GPS makes some of these problems/questions go away for you. However, many think it's best to have a map backup even when using GPS.

If using GPS as your primary, your map backup could be larger scale, a planning map showing less detail, because chances are you're not going to have to rely on the map for primary navigation, so why not get a map with a larger scale that shows more area.

Posted by
5 posts

This has all been hugely helpful, but I'm missing one thing: Would you recommend the ordnance survey touring map of Ireland or the "regular one"? Thanks
We leave the 23rd of October for a week.

Posted by
10344 posts

Susana: What's the "regular" map you're referring to?

Posted by
5 posts

The ordnance survey "Driving map" as opposed to the "touring map". The is also the "complete road atlas of Ireland", but I ahven't been able to figure out exactly what the difference bwetween that and the "driving map" is. my original thought was to get Michelin map 712, but I'm starting to think that the ordnance map might be better. I hate to wait till I get there to make this decision since our time is a little limited. Thanks

Posted by
10344 posts

Some people prefer more detailed maps, for actual driving, than the 1:400,000 scale.

European maps indicate their scale with a ratio, such as 1:100,000. The lower the 2nd number of the ratio, the more detailed the map.
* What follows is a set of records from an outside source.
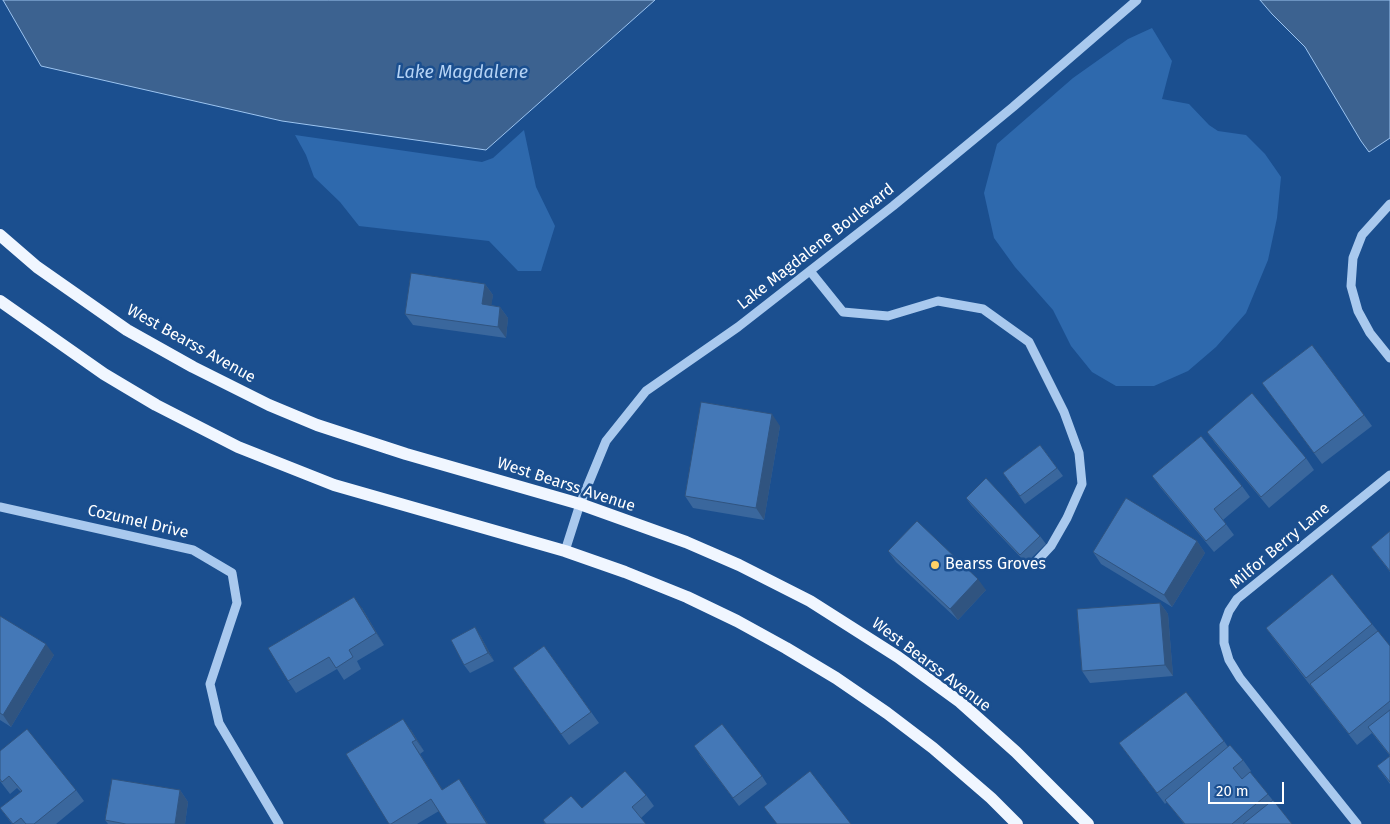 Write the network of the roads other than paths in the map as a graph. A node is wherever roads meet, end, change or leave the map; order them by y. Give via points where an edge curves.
1 (1137, 0) edge
2 (1390, 204) edge
3 (0, 235) edge
4 (810, 271) junction
5 (0, 302) edge
6 (1390, 358) edge
7 (1390, 475) edge
8 (580, 504) junction
9 (0, 507) edge
10 (565, 551) junction
11 (1037, 561) dead end
12 (279, 824) edge
13 (1017, 824) edge
14 (1088, 824) edge
15 (1357, 824) edge

1 - 4 street, Lake Magdalene Boulevard via 901,200
2 - 6 street via 1362,236 1353,258 1351,286 1358,311
3 - 8 main road, West Bearss Avenue via 37,267 127,330 269,405 317,425 406,454
4 - 8 street, Lake Magdalene Boulevard via 738,327 646,391 606,442
4 - 11 street via 843,312 888,316 938,301 983,309 1029,342 1064,412 1078,453 1082,484 1051,546
5 - 10 main road via 104,374 238,447 334,485
7 - 15 street, Milfor Berry Lane via 1237,599 1224,625 1224,643 1229,660 1240,678
8 - 10 street, Lake Magdalene Boulevard
8 - 14 main road, West Bearss Avenue via 739,565 858,630 960,702
9 - 12 street, Cozumel Drive via 193,550 232,573 236,604 210,684 219,724
10 - 13 main road via 687,597 762,634 836,678 933,748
For example, a 1:100,000 scale means 1 centimeter on the map equals 1 km on the ground (100,000 cm).

The Ordnance Survey Road Atlas of Ireland, which you asked about, is a scale 1:210,000, shows significantly more detail than the Michelin Map 712.

For even more detail than 1:200,000, the Ordnance Survey has a newer map series for Ireland, the Discovery Map series, scale of 1:50,000 showing 1 cm to 0.5 km, or a mile in about 1 and 1/4 inches.
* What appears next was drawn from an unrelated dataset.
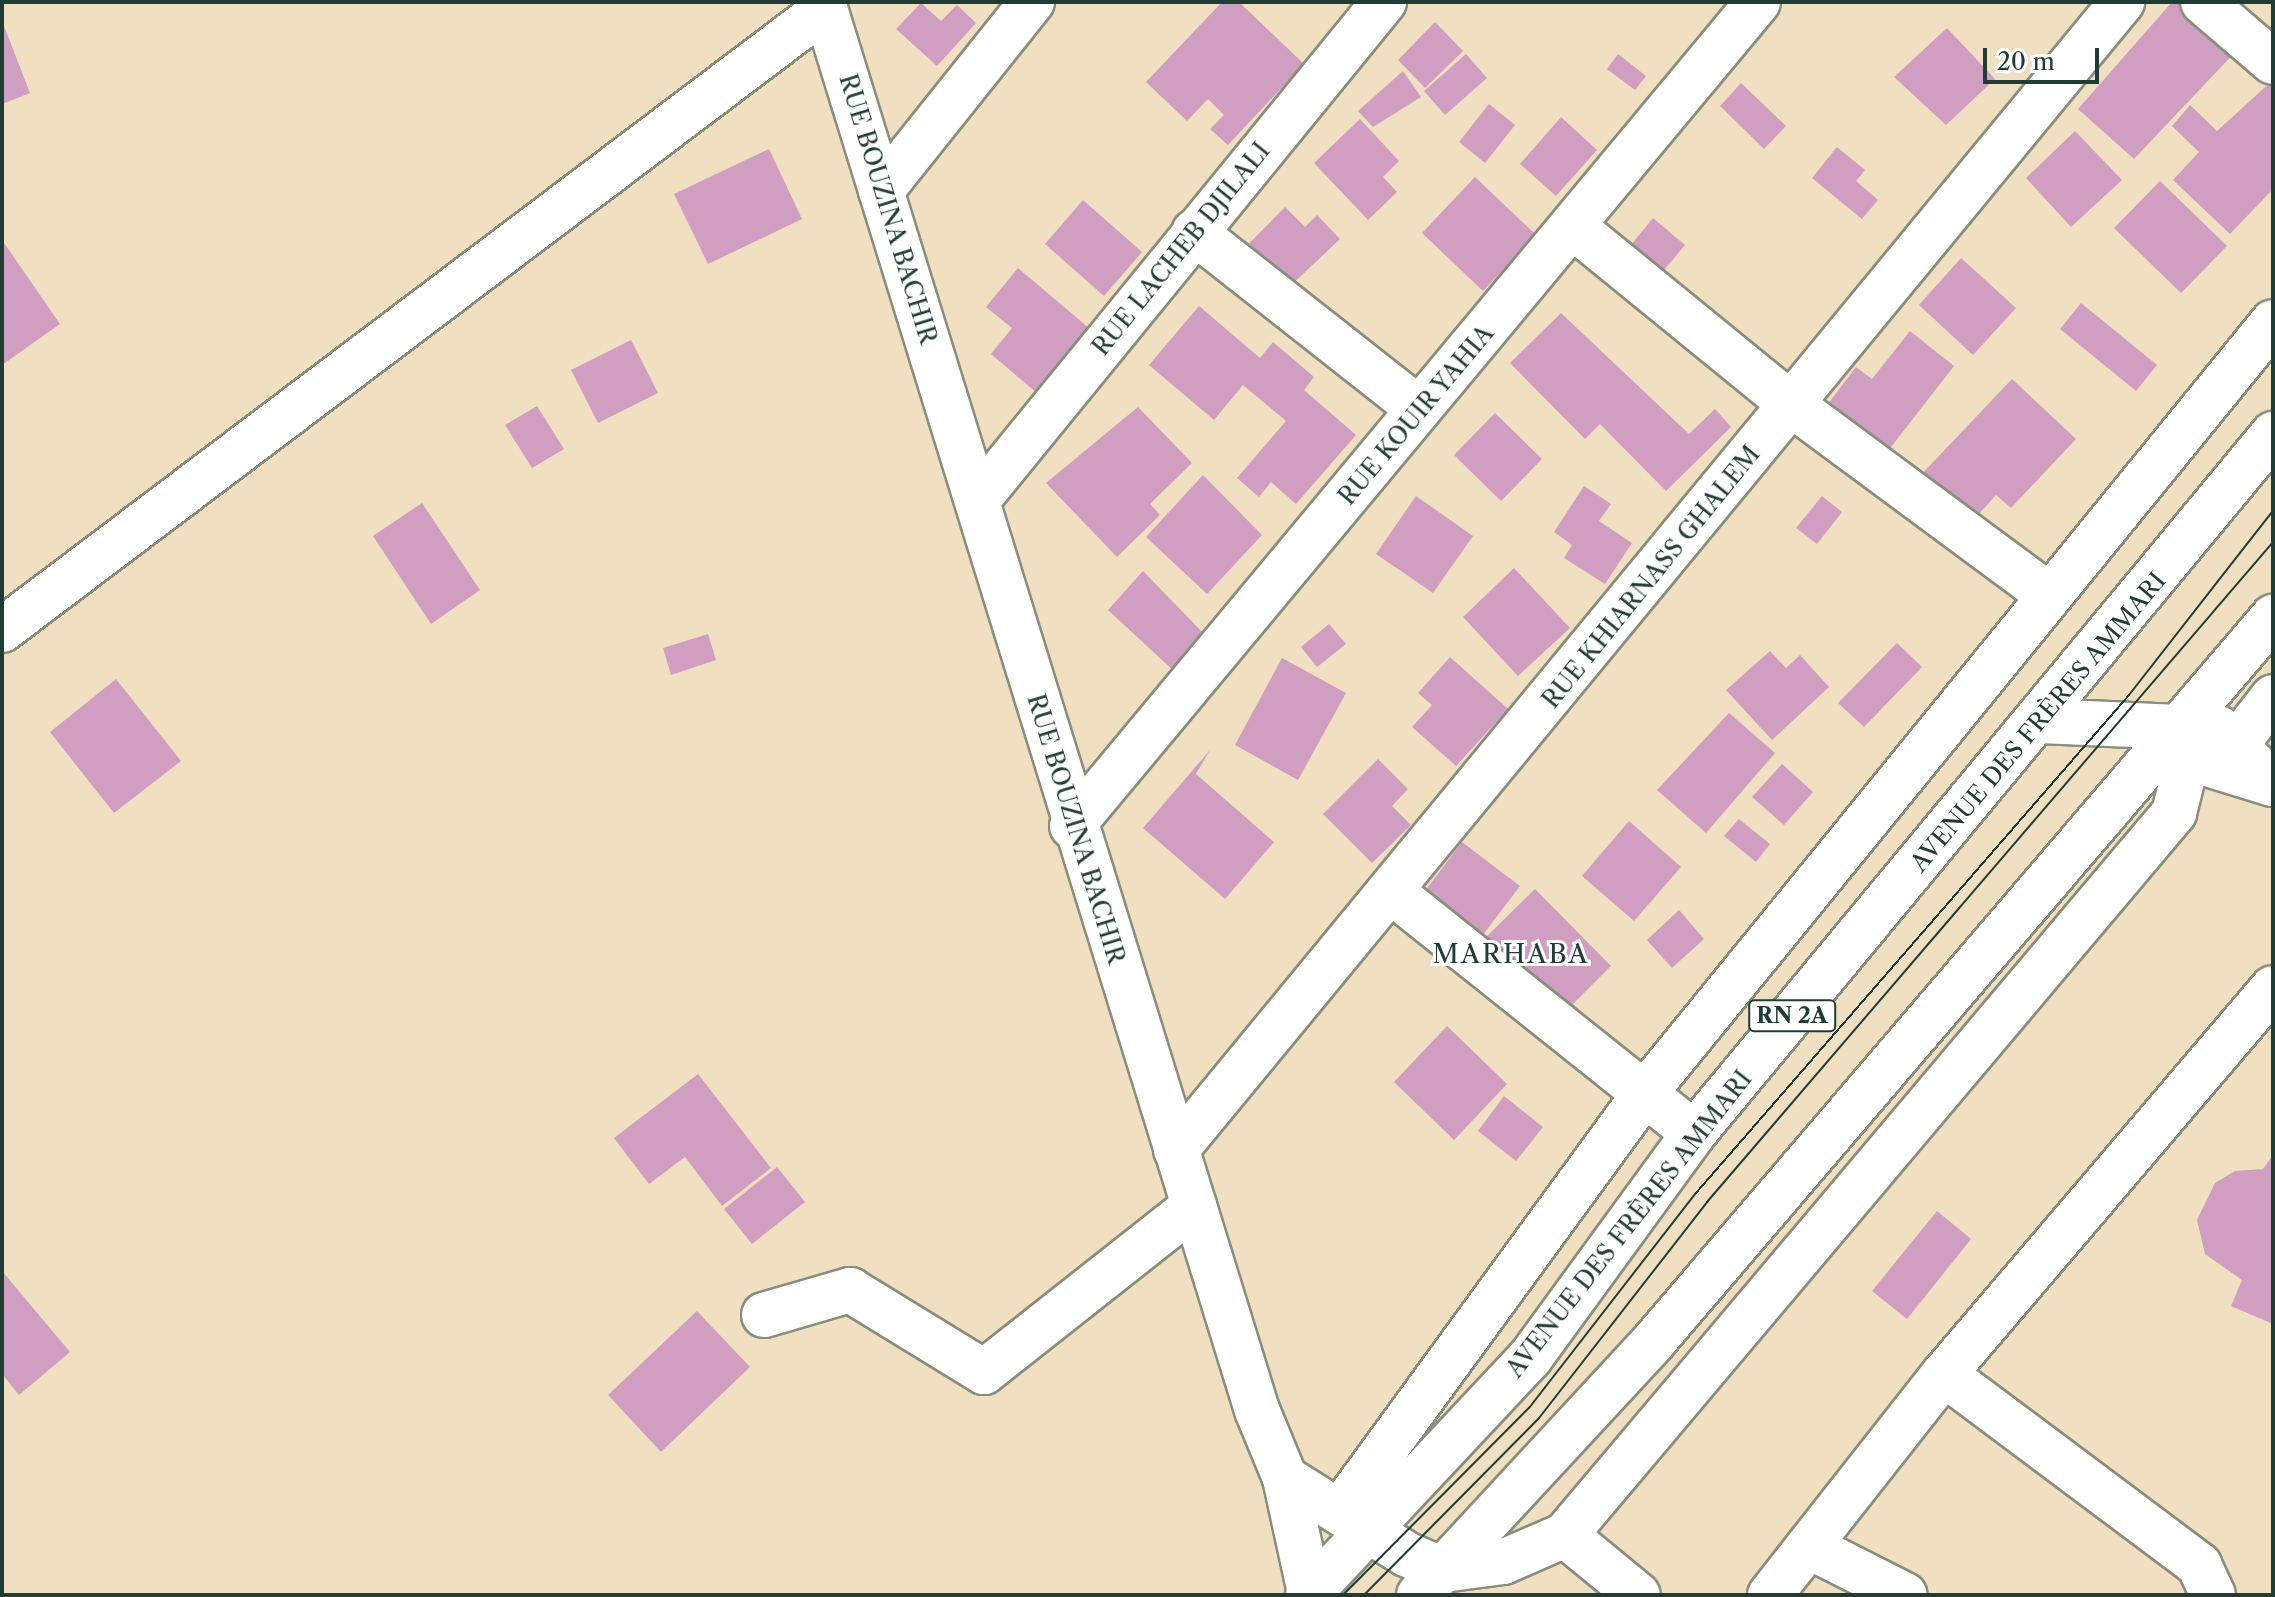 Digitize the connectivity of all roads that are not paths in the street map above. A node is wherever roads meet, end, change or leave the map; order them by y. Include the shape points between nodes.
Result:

The Michelin Map 712 is one of Michelin's national maps, showing all of Ireland at a scale of 1:400,000, that's approximately 1/4" = 1 mile.
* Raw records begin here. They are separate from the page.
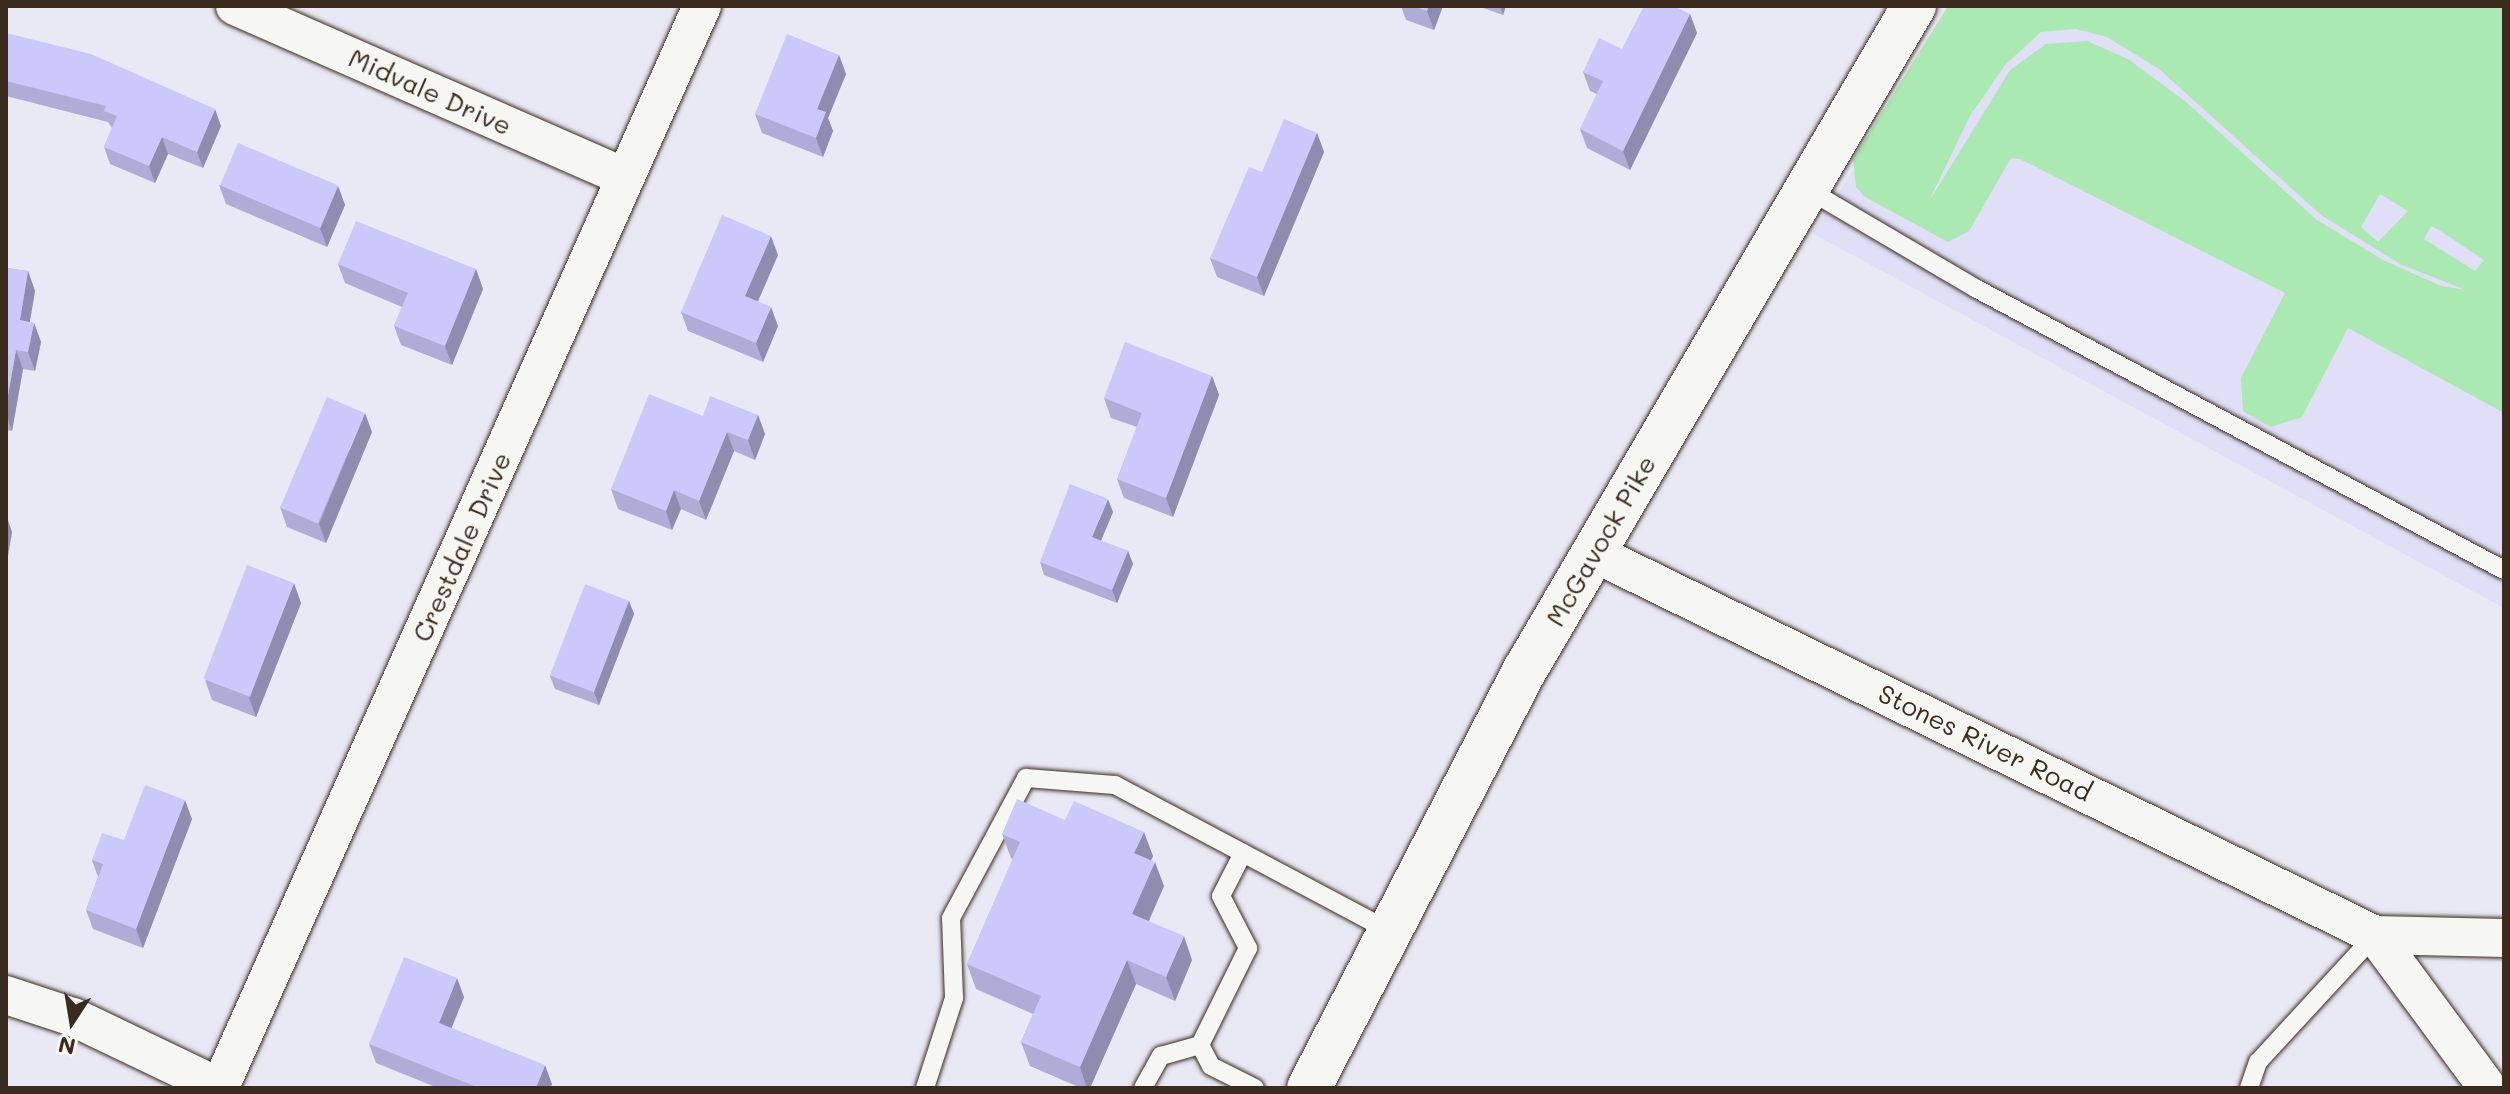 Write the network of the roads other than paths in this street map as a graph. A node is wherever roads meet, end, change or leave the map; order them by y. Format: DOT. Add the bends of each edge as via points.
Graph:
graph roads {
  1 [pos="235,6"];
  2 [pos="702,6"];
  3 [pos="1914,6"];
  4 [pos="625,177"];
  5 [pos="1807,189"];
  6 [pos="1594,553"];
  7 [pos="2504,570"];
  8 [pos="1243,853"];
  9 [pos="1390,931"];
  10 [pos="2375,935"];
  11 [pos="2504,938"];
  12 [pos="6,995"];
  13 [pos="1200,1045"];
  14 [pos="1224,1081"];
  15 [pos="220,1088"];
  16 [pos="925,1088"];
  17 [pos="1143,1088"];
  18 [pos="1255,1088"];
  19 [pos="1309,1088"];
  20 [pos="2249,1088"];
  21 [pos="2488,1088"];
  1 -- 4 [label="street, Midvale Drive"];
  2 -- 4 [label="street, Crestdale Drive"];
  3 -- 5 [label="main road, McGavock Pike"];
  4 -- 15 [label="street, Crestdale Drive"];
  5 -- 6 [label="main road, McGavock Pike"];
  5 -- 7 [label="lane" via="1977,289"];
  6 -- 9 [label="main road, McGavock Pike" via="1525,670"];
  6 -- 10 [label="street, Stones River Road"];
  8 -- 9 [label="lane"];
  8 -- 13 [label="lane" via="1221,896 1248,948"];
  8 -- 16 [label="lane" via="1115,785 1026,778 951,918 954,998"];
  9 -- 19 [label="main road, McGavock Pike"];
  10 -- 11 [label="street"];
  10 -- 20 [label="lane" via="2258,1062"];
  10 -- 21 [label="street"];
  12 -- 15 [label="street" via="73,1017"];
  13 -- 14 [label="lane"];
  13 -- 17 [label="lane" via="1161,1056"];
  14 -- 18 [label="lane"];
}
GPS has been enthusiastically recommended, on this site, by those who have tried GPS in Europe. But even if you use GPS, most recommend having a hard copy map backup in case the GPS malfunctions. If you have GPS as your primary, the Michelin 712 would be fine as a backup; and as I said, some find 1:400,000 sufficient to meet their preferences even for detailed navigation (I don't but it's partly a matter of personal preference).

Posted by
5 posts

The ordnance survey "Driving map" as opposed to the "touring map". The is also the "complete road atlas of Ireland", but I ahven't been able to figure out exactly what the difference bwetween that and the "driving map" is. my original thought was to get Michelin map 712, but I'm starting to think that the ordnance map might be better. I hate to wait till I get there to make this decision since our time is a little limited. Thanks

Posted by
92 posts

I have been the primary navigator on two summer driving trips in Ireland, totaling about 7 weeks. The first trip, I use the Ordnance Survey Complete Road Atlas, with the Touring Map as a reference. The second trip, I just used the Touring Map, plus the regional Holiday series maps (they come in North, South, East, and West editions) for the regions I was in. The atlas was good, but just like any map book, it was hard to get my bearings. It might have had more detail for some of the bigger cities, but I didn't find it necessary. Whatever you choose, I think the Ordnance Survey maps are the best, and they include Gaelic place names... although the spelling can vary... Anyway, I figure it's better to get a map made by Irish people for Ireland.

And don't be surprised when you ask locals in Galway, for example, for directions and they say, "Just take the Dublin Road to..." They usually refer to roads by their destination names, and not their numbers... Anyway, if you are in Galway and they tell you to take the Dublin Road, it's probably the N6. Don't worry, you'll get used to it!

The Touring Map is better than the Driving Map because it has more icons for places of interest and tourist information centers.

There is also the Discovery series, which is very detailed and includes hiking/walking trails. And there is an area specific map for the Aran Islands.